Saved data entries
#####
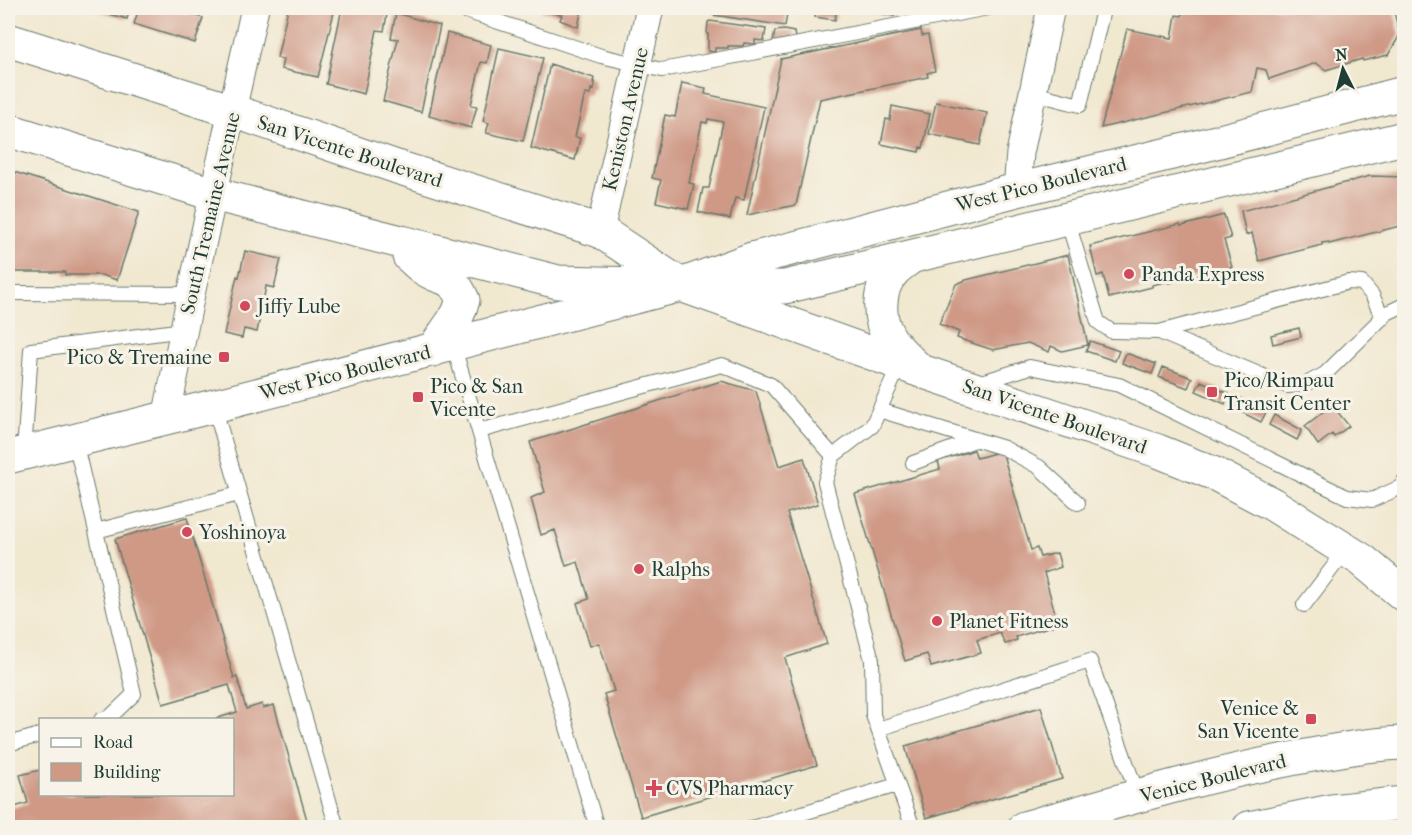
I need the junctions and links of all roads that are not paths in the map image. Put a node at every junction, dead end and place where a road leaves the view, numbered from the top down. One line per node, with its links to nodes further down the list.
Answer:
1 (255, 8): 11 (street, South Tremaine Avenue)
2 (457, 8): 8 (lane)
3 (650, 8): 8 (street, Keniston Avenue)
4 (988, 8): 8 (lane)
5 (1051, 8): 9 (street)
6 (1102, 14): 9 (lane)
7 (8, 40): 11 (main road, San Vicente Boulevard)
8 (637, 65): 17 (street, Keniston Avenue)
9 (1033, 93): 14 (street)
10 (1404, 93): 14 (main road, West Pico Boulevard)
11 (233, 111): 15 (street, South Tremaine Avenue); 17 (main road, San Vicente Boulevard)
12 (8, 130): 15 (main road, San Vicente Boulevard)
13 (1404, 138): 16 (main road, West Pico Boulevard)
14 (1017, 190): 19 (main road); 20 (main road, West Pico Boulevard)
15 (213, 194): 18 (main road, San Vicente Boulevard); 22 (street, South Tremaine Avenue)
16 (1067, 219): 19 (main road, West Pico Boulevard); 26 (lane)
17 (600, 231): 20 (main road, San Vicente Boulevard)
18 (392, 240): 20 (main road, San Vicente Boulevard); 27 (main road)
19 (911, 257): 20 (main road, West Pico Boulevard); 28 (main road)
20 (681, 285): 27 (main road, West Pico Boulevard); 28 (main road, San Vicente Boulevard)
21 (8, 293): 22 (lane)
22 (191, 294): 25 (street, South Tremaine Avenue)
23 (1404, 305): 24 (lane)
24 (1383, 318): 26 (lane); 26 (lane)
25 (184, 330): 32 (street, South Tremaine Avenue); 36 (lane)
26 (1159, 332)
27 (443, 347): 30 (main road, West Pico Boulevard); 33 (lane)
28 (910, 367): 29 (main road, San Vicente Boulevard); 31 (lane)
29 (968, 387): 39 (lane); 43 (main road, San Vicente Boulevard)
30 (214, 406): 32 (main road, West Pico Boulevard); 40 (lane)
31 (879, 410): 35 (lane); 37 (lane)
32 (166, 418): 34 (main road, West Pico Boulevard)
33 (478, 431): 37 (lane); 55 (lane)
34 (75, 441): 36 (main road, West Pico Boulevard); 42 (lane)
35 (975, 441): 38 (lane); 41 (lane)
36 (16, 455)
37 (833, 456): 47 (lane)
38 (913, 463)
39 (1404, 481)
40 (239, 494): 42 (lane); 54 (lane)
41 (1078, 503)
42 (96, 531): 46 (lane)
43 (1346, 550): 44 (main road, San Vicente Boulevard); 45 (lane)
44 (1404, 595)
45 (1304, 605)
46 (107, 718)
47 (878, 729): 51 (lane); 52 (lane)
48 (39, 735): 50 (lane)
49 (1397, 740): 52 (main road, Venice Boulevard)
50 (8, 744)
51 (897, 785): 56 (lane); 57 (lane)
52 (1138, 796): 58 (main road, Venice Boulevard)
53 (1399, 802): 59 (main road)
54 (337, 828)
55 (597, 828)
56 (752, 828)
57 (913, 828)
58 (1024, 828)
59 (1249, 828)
#####
[WORK TO BE COMPLETED]:
Type the entries again verbatim. Drop the images.

[EXERCISE RESPONSE]:
I need the junctions and links of all roads that are not paths in the map image. Put a node at every junction, dead end and place where a road leaves the view, numbered from the top down. One line per node, with its links to nodes further down the list.
Answer:
1 (255, 8): 11 (street, South Tremaine Avenue)
2 (457, 8): 8 (lane)
3 (650, 8): 8 (street, Keniston Avenue)
4 (988, 8): 8 (lane)
5 (1051, 8): 9 (street)
6 (1102, 14): 9 (lane)
7 (8, 40): 11 (main road, San Vicente Boulevard)
8 (637, 65): 17 (street, Keniston Avenue)
9 (1033, 93): 14 (street)
10 (1404, 93): 14 (main road, West Pico Boulevard)
11 (233, 111): 15 (street, South Tremaine Avenue); 17 (main road, San Vicente Boulevard)
12 (8, 130): 15 (main road, San Vicente Boulevard)
13 (1404, 138): 16 (main road, West Pico Boulevard)
14 (1017, 190): 19 (main road); 20 (main road, West Pico Boulevard)
15 (213, 194): 18 (main road, San Vicente Boulevard); 22 (street, South Tremaine Avenue)
16 (1067, 219): 19 (main road, West Pico Boulevard); 26 (lane)
17 (600, 231): 20 (main road, San Vicente Boulevard)
18 (392, 240): 20 (main road, San Vicente Boulevard); 27 (main road)
19 (911, 257): 20 (main road, West Pico Boulevard); 28 (main road)
20 (681, 285): 27 (main road, West Pico Boulevard); 28 (main road, San Vicente Boulevard)
21 (8, 293): 22 (lane)
22 (191, 294): 25 (street, South Tremaine Avenue)
23 (1404, 305): 24 (lane)
24 (1383, 318): 26 (lane); 26 (lane)
25 (184, 330): 32 (street, South Tremaine Avenue); 36 (lane)
26 (1159, 332)
27 (443, 347): 30 (main road, West Pico Boulevard); 33 (lane)
28 (910, 367): 29 (main road, San Vicente Boulevard); 31 (lane)
29 (968, 387): 39 (lane); 43 (main road, San Vicente Boulevard)
30 (214, 406): 32 (main road, West Pico Boulevard); 40 (lane)
31 (879, 410): 35 (lane); 37 (lane)
32 (166, 418): 34 (main road, West Pico Boulevard)
33 (478, 431): 37 (lane); 55 (lane)
34 (75, 441): 36 (main road, West Pico Boulevard); 42 (lane)
35 (975, 441): 38 (lane); 41 (lane)
36 (16, 455)
37 (833, 456): 47 (lane)
38 (913, 463)
39 (1404, 481)
40 (239, 494): 42 (lane); 54 (lane)
41 (1078, 503)
42 (96, 531): 46 (lane)
43 (1346, 550): 44 (main road, San Vicente Boulevard); 45 (lane)
44 (1404, 595)
45 (1304, 605)
46 (107, 718)
47 (878, 729): 51 (lane); 52 (lane)
48 (39, 735): 50 (lane)
49 (1397, 740): 52 (main road, Venice Boulevard)
50 (8, 744)
51 (897, 785): 56 (lane); 57 (lane)
52 (1138, 796): 58 (main road, Venice Boulevard)
53 (1399, 802): 59 (main road)
54 (337, 828)
55 (597, 828)
56 (752, 828)
57 (913, 828)
58 (1024, 828)
59 (1249, 828)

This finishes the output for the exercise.